Women multitasking masters

Women are masters at the art of juggling — managing two or more tasks, responsibilities, or activities simultaneously — yet, many of us take it for granted. Today we call it multitasking. It can be as simple as talking on your cellphone while making dinner, or as complex as, well, the sky’s the limit.

Whether through nature or nurture, women seem to be much better at multitasking than men. Not all men, of course, but most. It may just be a function of necessity that drives women to do several things at once, or it may be an inherent quality passed on to us by our mothers and our mothers’ mothers.

Think about the women you know and how they live their day-to-day lives. Whether working women or stay-at-home moms, single or partnered, a woman’s mind is never seemingly at rest.

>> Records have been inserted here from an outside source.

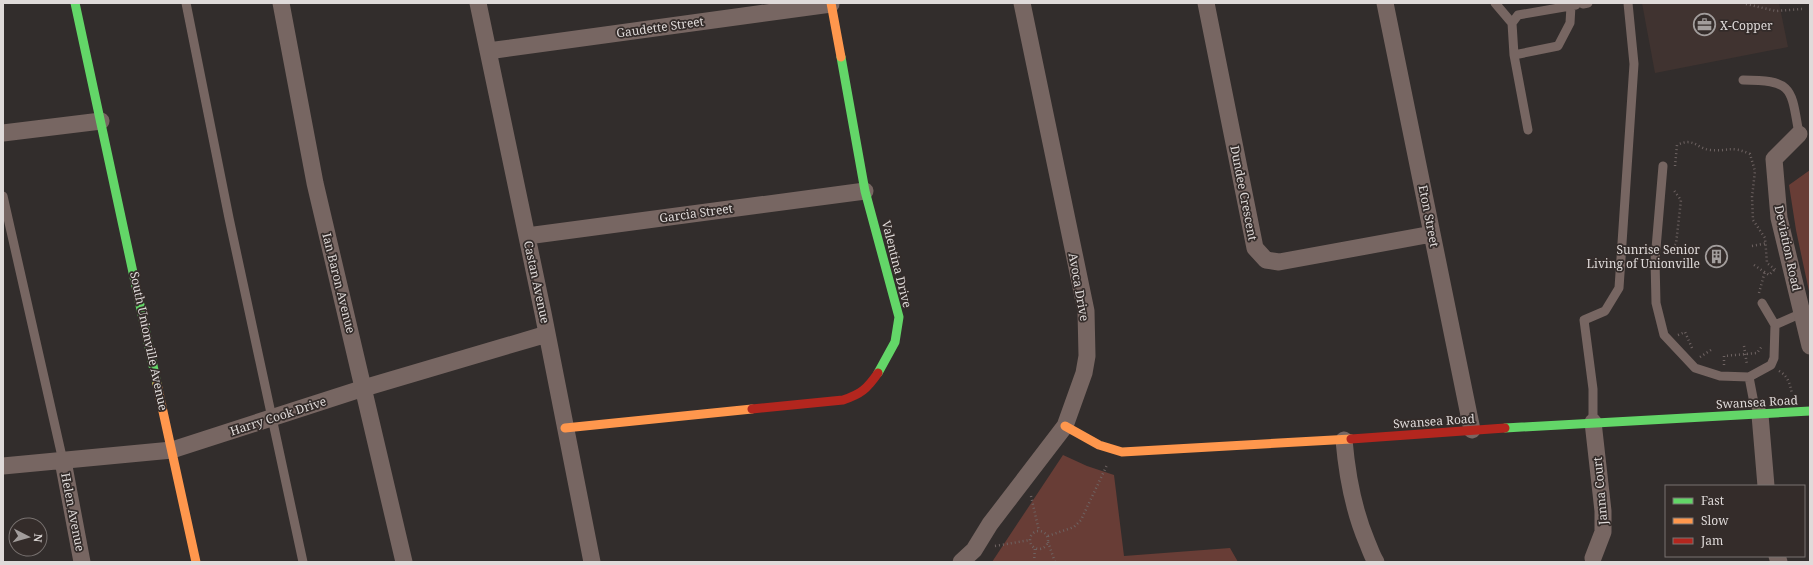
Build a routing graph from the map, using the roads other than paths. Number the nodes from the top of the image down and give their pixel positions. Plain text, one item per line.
1 (76, 3) edge
2 (186, 3) edge
3 (281, 3) edge
4 (478, 3) edge
5 (831, 3) edge
6 (1022, 3) edge
7 (1206, 3) edge
8 (1385, 3) edge
9 (1495, 3) edge
10 (1628, 3) edge
11 (1580, 5) edge
12 (1512, 23) junction
13 (488, 51) junction
14 (1514, 55) junction
15 (1743, 80) dead end
16 (102, 121) junction
17 (1528, 130) dead end
18 (3, 133) edge
19 (1799, 134) joint
20 (1663, 166) dead end
21 (865, 191) junction
22 (3, 196) edge
23 (1432, 234) junction
24 (527, 236) junction
25 (1760, 300) road end
26 (1802, 313) junction
27 (1775, 325) junction
28 (547, 334) junction
29 (1810, 346) edge
30 (1749, 376) junction
31 (364, 388) junction
32 (1810, 411) edge
33 (1760, 415) junction
34 (273, 419) junction
35 (1593, 422) junction
36 (1065, 426) junction
37 (565, 428) junction
38 (1472, 430) junction
39 (1344, 440) junction
40 (172, 450) junction
41 (63, 461) junction
42 (3, 466) edge
43 (1766, 485) edge
44 (1592, 558) dead end
45 (82, 562) edge
46 (196, 562) edge
47 (303, 562) edge
48 (404, 562) edge
49 (592, 562) edge
50 (961, 562) edge
51 (1376, 562) edge

1 - 16 street, South Unionville Avenue
2 - 34 lane
3 - 31 street, Ian Baron Avenue
4 - 13 street, Castan Avenue
5 - 13 street, Gaudette Street
5 - 21 street, Valentina Drive
6 - 36 street, Avoca Drive
7 - 23 street, Dundee Crescent
8 - 23 street, Eton Street
9 - 12 lane
10 - 35 lane
11 - 12 lane
11 - 14 lane
12 - 14 lane
13 - 24 street, Castan Avenue
14 - 17 lane
15 - 19 lane
16 - 18 street
16 - 40 street, South Unionville Avenue
19 - 26 street, Deviation Road
20 - 30 lane
21 - 24 street, Garcia Street
21 - 37 street, Valentina Drive
22 - 41 lane
23 - 38 street, Eton Street
24 - 28 street, Castan Avenue
25 - 27 lane
26 - 27 lane
26 - 29 street, Deviation Road
27 - 30 lane
28 - 31 street, Harry Cook Drive
28 - 37 street, Castan Avenue
30 - 33 lane
31 - 34 street, Harry Cook Drive
31 - 48 street, Ian Baron Avenue
32 - 33 street, Swansea Road
33 - 35 street, Swansea Road
33 - 43 street
34 - 40 street, Harry Cook Drive
34 - 47 lane
35 - 38 street, Swansea Road
35 - 44 street, Janna Court
36 - 39 street, Swansea Road
36 - 50 street, Avoca Drive
37 - 49 street, Castan Avenue
38 - 39 street, Swansea Road
39 - 51 street
40 - 41 street, Harry Cook Drive
40 - 46 street, South Unionville Avenue
41 - 42 street, Harry Cook Drive
41 - 45 street, Helen Avenue

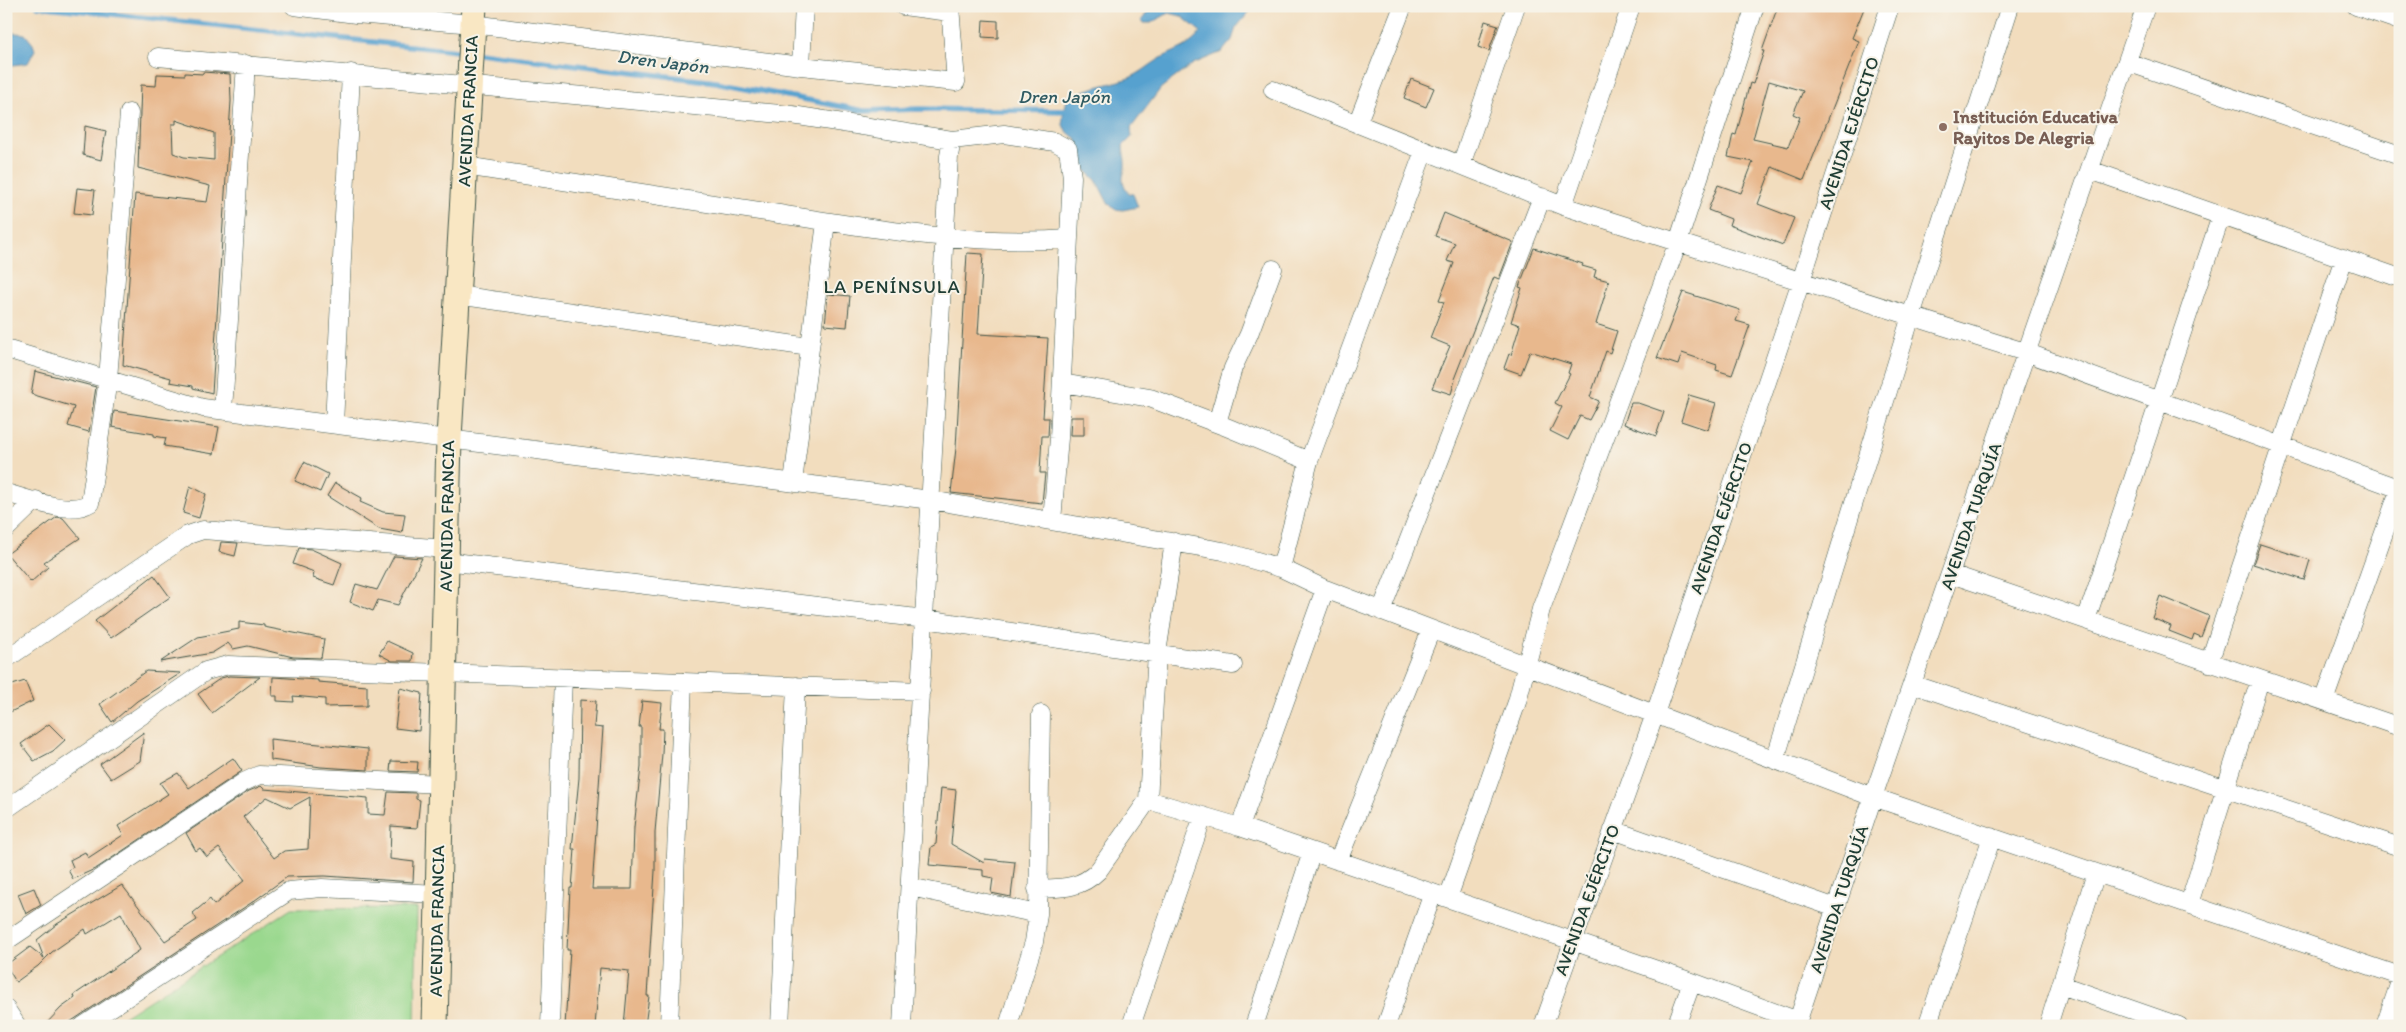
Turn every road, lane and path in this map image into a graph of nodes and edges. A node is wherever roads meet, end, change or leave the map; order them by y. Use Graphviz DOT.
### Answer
graph roads {
  1 [pos="294,6"];
  2 [pos="804,6"];
  3 [pos="904,6"];
  4 [pos="1403,6"];
  5 [pos="1516,6"];
  6 [pos="1631,6"];
  7 [pos="1755,6"];
  8 [pos="1890,6"];
  9 [pos="2010,6"];
  10 [pos="2146,6"];
  11 [pos="2356,6"];
  12 [pos="950,9"];
  13 [pos="356,10"];
  14 [pos="2398,16"];
  15 [pos="473,21"];
  16 [pos="158,57"];
  17 [pos="2127,62"];
  18 [pos="246,64"];
  19 [pos="801,66"];
  20 [pos="350,73"];
  21 [pos="470,78"];
  22 [pos="1273,90"];
  23 [pos="129,113"];
  24 [pos="1357,124"];
  25 [pos="952,140"];
  26 [pos="1424,151"];
  27 [pos="2400,155"];
  28 [pos="1461,165"];
  29 [pos="465,166"];
  30 [pos="2090,170"];
  31 [pos="1542,197"];
  32 [pos="1563,206"];
  33 [pos="2221,216"];
  34 [pos="826,222"];
  35 [pos="945,237"];
  36 [pos="1069,239"];
  37 [pos="1678,242"];
  38 [pos="2344,258"];
  39 [pos="1273,269"];
  40 [pos="2400,278"];
  41 [pos="1801,281"];
  42 [pos="457,295"];
  43 [pos="1911,316"];
  44 [pos="809,347"];
  45 [pos="6,349"];
  46 [pos="2028,353"];
  47 [pos="108,379"];
  48 [pos="1062,383"];
  49 [pos="2158,401"];
  50 [pos="223,410"];
  51 [pos="1216,423"];
  52 [pos="334,424"];
  53 [pos="449,438"];
  54 [pos="2281,446"];
  55 [pos="1309,461"];
  56 [pos="793,482"];
  57 [pos="2400,489"];
  58 [pos="6,493"];
  59 [pos="36,500"];
  60 [pos="931,500"];
  61 [pos="1052,521"];
  62 [pos="6,529"];
  63 [pos="1174,542"];
  64 [pos="446,555"];
  65 [pos="1281,568"];
  66 [pos="1951,574"];
  67 [pos="1325,589"];
  68 [pos="1381,611"];
  69 [pos="926,619"];
  70 [pos="2086,620"];
  71 [pos="1431,630"];
  72 [pos="1157,653"];
  73 [pos="6,659"];
  74 [pos="2209,662"];
  75 [pos="1233,665"];
  76 [pos="1528,666"];
  77 [pos="443,673"];
  78 [pos="563,678"];
  79 [pos="2260,680"];
  80 [pos="683,682"];
  81 [pos="1912,684"];
  82 [pos="796,686"];
  83 [pos="921,691"];
  84 [pos="2324,702"];
  85 [pos="1041,714"];
  86 [pos="1655,714"];
  87 [pos="2400,728"];
  88 [pos="1775,760"];
  89 [pos="441,784"];
  90 [pos="2226,789"];
  91 [pos="1873,797"];
  92 [pos="1148,800"];
  93 [pos="6,809"];
  94 [pos="1203,816"];
  95 [pos="1240,827"];
  96 [pos="1613,830"];
  97 [pos="1992,838"];
  98 [pos="2400,847"];
  99 [pos="1312,852"];
  100 [pos="1338,861"];
  101 [pos="2096,873"];
  102 [pos="910,887"];
  103 [pos="1037,889"];
  104 [pos="438,894"];
  105 [pos="1440,896"];
  106 [pos="2189,904"];
  107 [pos="1836,908"];
  108 [pos="1038,914"];
  109 [pos="6,941"];
  110 [pos="1572,941"];
  111 [pos="2400,976"];
  112 [pos="1692,982"];
  113 [pos="2400,982"];
  114 [pos="2061,985"];
  115 [pos="6,1009"];
  116 [pos="1797,1023"];
  117 [pos="17,1026"];
  118 [pos="83,1026"];
  119 [pos="435,1026"];
  120 [pos="550,1026"];
  121 [pos="668,1026"];
  122 [pos="780,1026"];
  123 [pos="902,1026"];
  124 [pos="1008,1026"];
  125 [pos="1131,1026"];
  126 [pos="1254,1026"];
  127 [pos="1386,1026"];
  128 [pos="1543,1026"];
  129 [pos="1676,1026"];
  130 [pos="1927,1026"];
  131 [pos="2048,1026"];
  132 [pos="2179,1026"];
  133 [pos="2385,1026"];
  1 -- 13 [label="street"];
  2 -- 19 [label="street"];
  3 -- 12 [label="street"];
  4 -- 24 [label="street"];
  5 -- 28 [label="street"];
  6 -- 32 [label="street"];
  7 -- 37 [label="street"];
  8 -- 41 [label="street, AVENIDA EJÉRCITO"];
  9 -- 43 [label="street"];
  10 -- 17 [label="street, AVENIDA TURQUÍA"];
  11 -- 14 [label="street"];
  12 -- 19 [label="street"];
  13 -- 15 [label="street"];
  15 -- 19 [label="street"];
  15 -- 21 [label="street, AVENIDA FRANCIA"];
  16 -- 18 [label="street"];
  17 -- 27 [label="street"];
  17 -- 30 [label="street, AVENIDA TURQUÍA"];
  18 -- 20 [label="street"];
  18 -- 50 [label="street"];
  20 -- 21 [label="street"];
  20 -- 52 [label="street"];
  21 -- 25 [label="street"];
  21 -- 29 [label="street, AVENIDA FRANCIA"];
  22 -- 24 [label="street"];
  23 -- 47 [label="street"];
  24 -- 26 [label="street"];
  25 -- 35 [label="street"];
  25 -- 36 [label="street"];
  26 -- 28 [label="street"];
  26 -- 55 [label="street"];
  28 -- 31 [label="street"];
  29 -- 34 [label="street"];
  29 -- 42 [label="street, AVENIDA FRANCIA"];
  30 -- 33 [label="street"];
  30 -- 46 [label="street, AVENIDA TURQUÍA"];
  31 -- 32 [label="street"];
  31 -- 68 [label="street"];
  32 -- 37 [label="street"];
  33 -- 38 [label="street"];
  33 -- 49 [label="street"];
  34 -- 35 [label="street"];
  34 -- 44 [label="street"];
  35 -- 36 [label="street"];
  35 -- 60 [label="street"];
  36 -- 48 [label="street"];
  37 -- 41 [label="street"];
  37 -- 76 [label="street"];
  38 -- 40 [label="street"];
  38 -- 54 [label="street"];
  39 -- 51 [label="street"];
  41 -- 43 [label="street"];
  41 -- 86 [label="street, AVENIDA EJÉRCITO"];
  42 -- 44 [label="street"];
  42 -- 53 [label="street, AVENIDA FRANCIA"];
  43 -- 46 [label="street"];
  43 -- 88 [label="street"];
  44 -- 56 [label="street"];
  45 -- 47 [label="street"];
  46 -- 49 [label="street"];
  46 -- 66 [label="street, AVENIDA TURQUÍA"];
  47 -- 50 [label="street"];
  47 -- 59 [label="street"];
  48 -- 51 [label="street"];
  48 -- 61 [label="street"];
  49 -- 54 [label="street"];
  49 -- 70 [label="street"];
  50 -- 52 [label="street"];
  51 -- 55 [label="street"];
  52 -- 53 [label="street"];
  53 -- 56 [label="street"];
  53 -- 64 [label="street, AVENIDA FRANCIA"];
  54 -- 57 [label="street"];
  54 -- 74 [label="street"];
  55 -- 65 [label="street"];
  56 -- 60 [label="street"];
  57 -- 84 [label="street"];
  58 -- 59 [label="street"];
  59 -- 62 [label="street"];
  60 -- 61 [label="street"];
  60 -- 69 [label="street"];
  61 -- 63 [label="street"];
  63 -- 65 [label="street"];
  63 -- 72 [label="street"];
  64 -- 69 [label="street"];
  64 -- 73 [label="street"];
  64 -- 77 [label="street, AVENIDA FRANCIA"];
  65 -- 67 [label="street"];
  66 -- 70 [label="street"];
  66 -- 81 [label="street, AVENIDA TURQUÍA"];
  67 -- 68 [label="street"];
  67 -- 95 [label="street"];
  68 -- 71 [label="street"];
  69 -- 72 [label="street"];
  69 -- 83 [label="street"];
  70 -- 74 [label="street"];
  71 -- 76 [label="street"];
  71 -- 100 [label="street"];
  72 -- 75 [label="street"];
  72 -- 92 [label="street"];
  74 -- 79 [label="street"];
  76 -- 86 [label="street"];
  76 -- 105 [label="street"];
  77 -- 78 [label="street"];
  77 -- 89 [label="street, AVENIDA FRANCIA"];
  77 -- 93 [label="street"];
  78 -- 80 [label="street"];
  78 -- 120 [label="street"];
  79 -- 84 [label="street"];
  79 -- 90 [label="street"];
  80 -- 82 [label="street"];
  80 -- 121 [label="street"];
  81 -- 90 [label="street"];
  81 -- 91 [label="street, AVENIDA TURQUÍA"];
  82 -- 83 [label="street"];
  82 -- 122 [label="street"];
  83 -- 102 [label="street"];
  84 -- 87 [label="street"];
  85 -- 103 [label="street"];
  86 -- 88 [label="street"];
  86 -- 96 [label="street, AVENIDA EJÉRCITO"];
  88 -- 91 [label="street"];
  89 -- 104 [label="street, AVENIDA FRANCIA"];
  89 -- 109 [label="street"];
  90 -- 98 [label="street"];
  90 -- 106 [label="street"];
  91 -- 97 [label="street"];
  91 -- 107 [label="street, AVENIDA TURQUÍA"];
  92 -- 94 [label="street"];
  92 -- 103 [label="street"];
  94 -- 95 [label="street"];
  94 -- 125 [label="street"];
  95 -- 99 [label="street"];
  96 -- 107 [label="street"];
  96 -- 110 [label="street, AVENIDA EJÉRCITO"];
  97 -- 101 [label="street"];
  97 -- 130 [label="street"];
  99 -- 100 [label="street"];
  99 -- 126 [label="street"];
  100 -- 105 [label="street"];
  101 -- 106 [label="street"];
  101 -- 114 [label="street"];
  102 -- 108 [label="street"];
  102 -- 123 [label="street"];
  103 -- 108 [label="street"];
  104 -- 118 [label="street"];
  104 -- 119 [label="street, AVENIDA FRANCIA"];
  105 -- 110 [label="street"];
  105 -- 127 [label="street"];
  106 -- 111 [label="street"];
  107 -- 116 [label="street, AVENIDA TURQUÍA"];
  108 -- 124 [label="street"];
  110 -- 112 [label="street"];
  110 -- 128 [label="street, AVENIDA EJÉRCITO"];
  112 -- 116 [label="street"];
  112 -- 129 [label="street"];
  113 -- 133 [label="street"];
  114 -- 131 [label="street"];
  114 -- 132 [label="street"];
  115 -- 117 [label="street"];
}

One woman I know, who’s of prime retirement age, holds down two full-time jobs, is constantly travelling and entertaining, and is very involved in her adult children’s lives and that of her grandchildren. Down time to her means listening to her voice mail, answering her e-mails, and planning her schedule for the following month — all at the same time. The only time she really chills out is when she’s watching a movie with her husband.

Another woman I know, in her mid-thirties, just had her third child. With her newborn at her breast, she can almost always be found busy with one or the other of her older kids, cooking, cleaning, or organizing her bustling household. Down time to her means finding an hour to write thank you cards while making pack-up lunches for her children.

Finally, for this last example, take the same lifestyle as the woman above, including the newborn third child, and add to it a successful home-based business, and you can really see what I mean when I say that women are great multitaskers and life jugglers.

And we should be proud of ourselves.

Yes, we have to be able to shuffle. But so do men. Yet, it’s not their forte. Men are better at compartmentalizing, by which I mean, when a man is at work, that’s where his head is at. Not figuring out the evening’s meal, or just how he’s going to put up that shelf in the bathroom. He’s focused on the task at hand.

That can sometimes be frustrating for his female partner. But women have to learn to accept the reality, and be less surprised at men’s single focus. Know that if you ask your husband to fix the television, while he’s tackling that task, he won’t answer the phone, change the baby, or start dinner.

And that’s OK — you need him to focus on what he’s doing and get it done — because obviously if you could have fixed it, you would have.